I am procrastinating from my economics homework. Usually I can push through and find interest within the topic. Tonight it is all about classical theories and assumptions that I don't see hold much credence in today's economy. I write instead. About loss.
Last week, I grabbed a cup of coffee and then wondered into a Psychic gallery across the street. I would say I'm a skeptic. While I am a spiritual person, and believe in connectedness between people, it is hard for me to trust clairvoyance. However, I was met by a woman in her late thirties, who was on the phone and waved me in to sit, before I could second guess my decision to enter the incense filled, maroon carpeted pod that while located on State St. actually sat between past and future.
I told her my name. Then for the next 40 minutes she reflected my life back to me including points that mark my future. I twisted and turned anxiously in my seat as she recounted details that only my diary and me know. She was blunt, bold, and at times offensive. Yet, she was right. At one point she stated "something happened nearly three years ago that completely changed your life, your perspective, it has challenged your belief." There was no question she spoke of Hanley's death. yet, it did surprise me that it has imprinted my being so heavily. And lately as we approach three years since Hanley died, the loss of her still teaches me further about life.
The first lesson that I learned in losing someone so dear to my heart, is that there is no end to grieving. There is no getting over it. To miss someone so deeply and painfully, is a measure of the love we've had and felt. And that in itself is a gift.

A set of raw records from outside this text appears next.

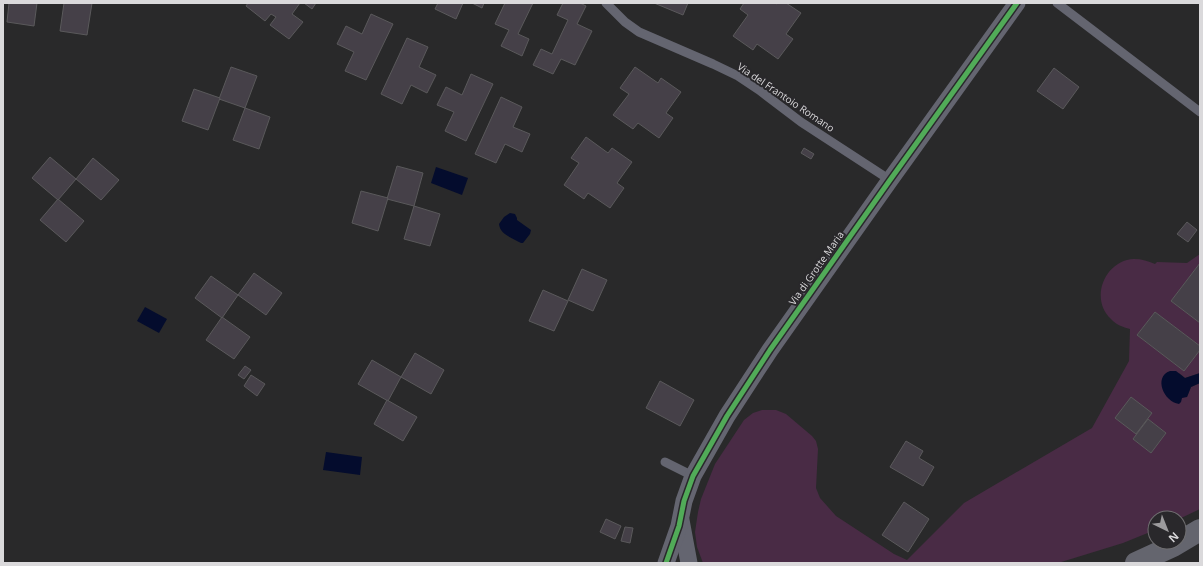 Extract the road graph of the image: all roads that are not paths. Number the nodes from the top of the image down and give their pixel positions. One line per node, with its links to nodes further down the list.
1 (606, 3): 5 (lane, Via del Frantoio Romano)
2 (1017, 3): 5 (street, Via di Grotte Maria)
3 (1057, 3): 4 (lane)
4 (1200, 112)
5 (890, 180): 7 (street, Via di Grotte Maria)
6 (665, 462): 7 (lane)
7 (693, 476): 8 (street, Via di Grotte Maria)
8 (681, 518): 10 (street, Via di Grotte Maria); 11 (street)
9 (1200, 530): 12 (main road)
10 (666, 563)
11 (690, 563)
12 (1136, 563) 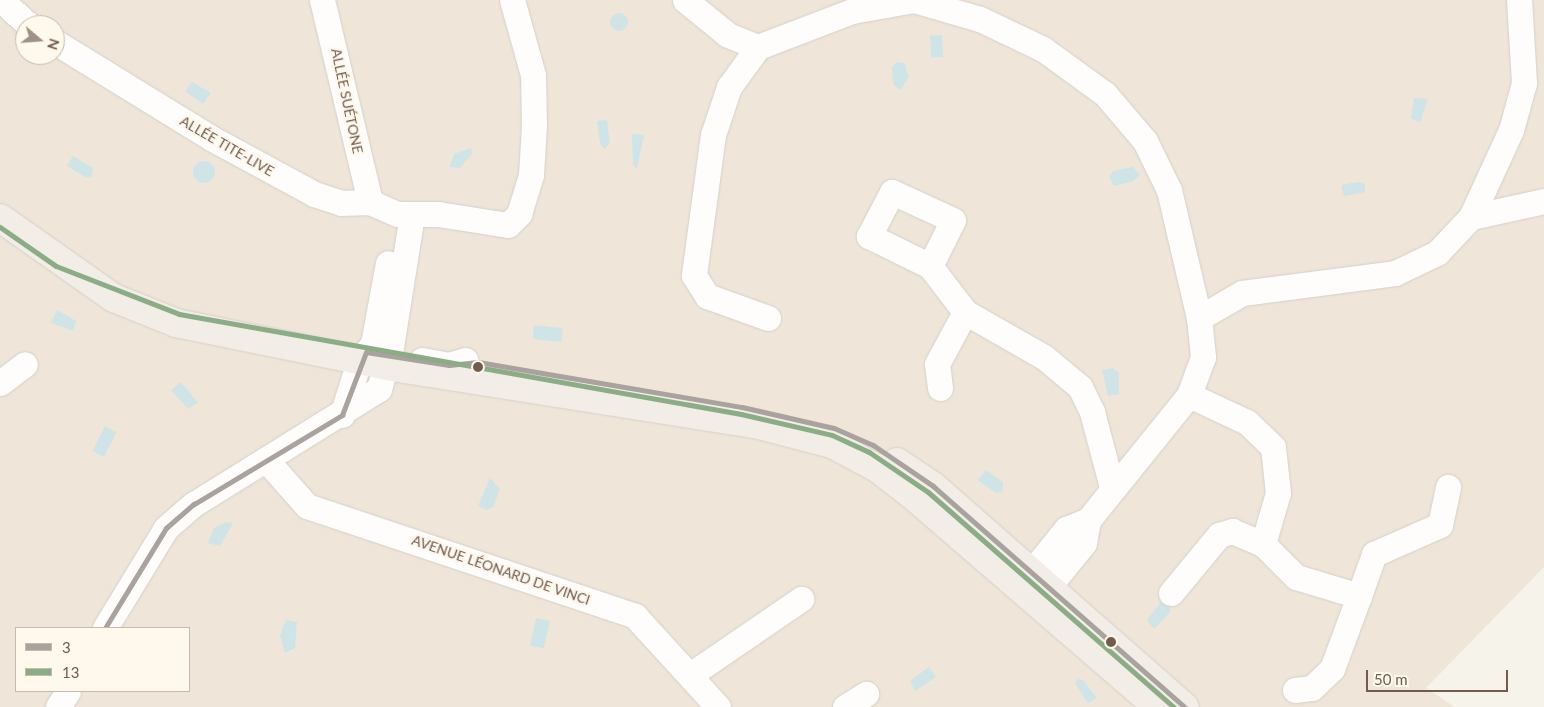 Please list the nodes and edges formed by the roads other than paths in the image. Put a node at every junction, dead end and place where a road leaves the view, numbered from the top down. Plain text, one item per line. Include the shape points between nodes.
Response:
1 (1, 0) edge
2 (322, 0) edge
3 (512, 0) edge
4 (685, 0) edge
5 (914, 0) edge
6 (1519, 0) edge
7 (18, 15) edge
8 (758, 47) junction
9 (65, 48) edge
10 (1544, 201) edge
11 (370, 202) junction
12 (404, 214) junction
13 (1471, 217) junction
14 (0, 218) edge
15 (60, 259) junction
16 (930, 266) dead end
17 (964, 312) junction
18 (768, 318) dead end
19 (1199, 318) junction
20 (377, 354) junction
21 (25, 364) dead end
22 (0, 383) edge
23 (940, 388) dead end
24 (1189, 395) junction
25 (267, 461) junction
26 (1112, 487) junction
27 (1448, 487) dead end
28 (937, 515) junction
29 (1263, 544) junction
30 (1039, 580) junction
31 (1171, 592) dead end
32 (1359, 596) junction
33 (801, 599) dead end
34 (1057, 620) junction
35 (106, 627) edge
36 (690, 675) junction
37 (1295, 690) dead end
38 (67, 692) edge
39 (58, 707) edge
40 (718, 707) edge
41 (1158, 707) edge
42 (1185, 707) edge

1 - 7 street
2 - 11 street, ALLÉE SUÉTONE
3 - 12 street via 532,75 533,100 531,175 519,214 508,224 438,214
4 - 8 street via 728,35
5 - 8 street via 852,11
5 - 19 street via 980,19 1043,49 1105,94 1145,141 1169,190
6 - 13 street via 1524,83 1511,130
8 - 18 street via 729,87 713,135 694,275 707,296
9 - 11 street, ALLÉE TITE-LIVE via 211,138 314,194 341,202
10 - 13 street
11 - 12 street, ALLÉE TITE-LIVE
12 - 20 street
13 - 19 street via 1437,253 1395,273 1242,294
14 - 15 main road
15 - 20 main road via 181,307
15 - 20 main road via 114,298 150,314 273,343
16 - 17 street
17 - 23 street via 937,364
17 - 26 street via 1044,357 1080,386 1092,412
19 - 24 street via 1203,357
20 - 25 street via 342,415
20 - 28 main road via 754,424 832,444 877,468
20 - 30 main road via 465,360 742,407 834,428 873,445 933,486
21 - 22 street
24 - 26 street
24 - 29 street via 1247,422 1273,447 1278,493
25 - 35 street via 194,504 166,528
25 - 36 street, AVENUE LÉONARD DE VINCI via 307,506 635,616
26 - 30 street via 1088,520 1084,543
27 - 32 street via 1440,525 1374,554
28 - 30 street via 963,526
28 - 34 main road
29 - 31 street via 1232,532 1219,535
29 - 32 street via 1296,577
30 - 34 main road
30 - 42 main road
32 - 37 street via 1332,669 1312,688
33 - 36 street
34 - 41 main road
36 - 40 street, AVENUE LÉONARD DE VINCI
38 - 39 street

While in Haiti, I found a rock at a beach that undoubtedly spoke of Hanley. It was smooth, bright, and one half pink and one half yellow. the colors of her. I brought it with me back to the United States. And then with me to Guatemala during the week of the 10th anniversary. I then handed it over to a colleague who brought it back to Maine. And finally, the rock rests in the memorial created in June for Hanley. I was sent a photo of it last week. Who would have known that such a simple symbol and act of ritual could warrant such solace? It took time. And still, takes time.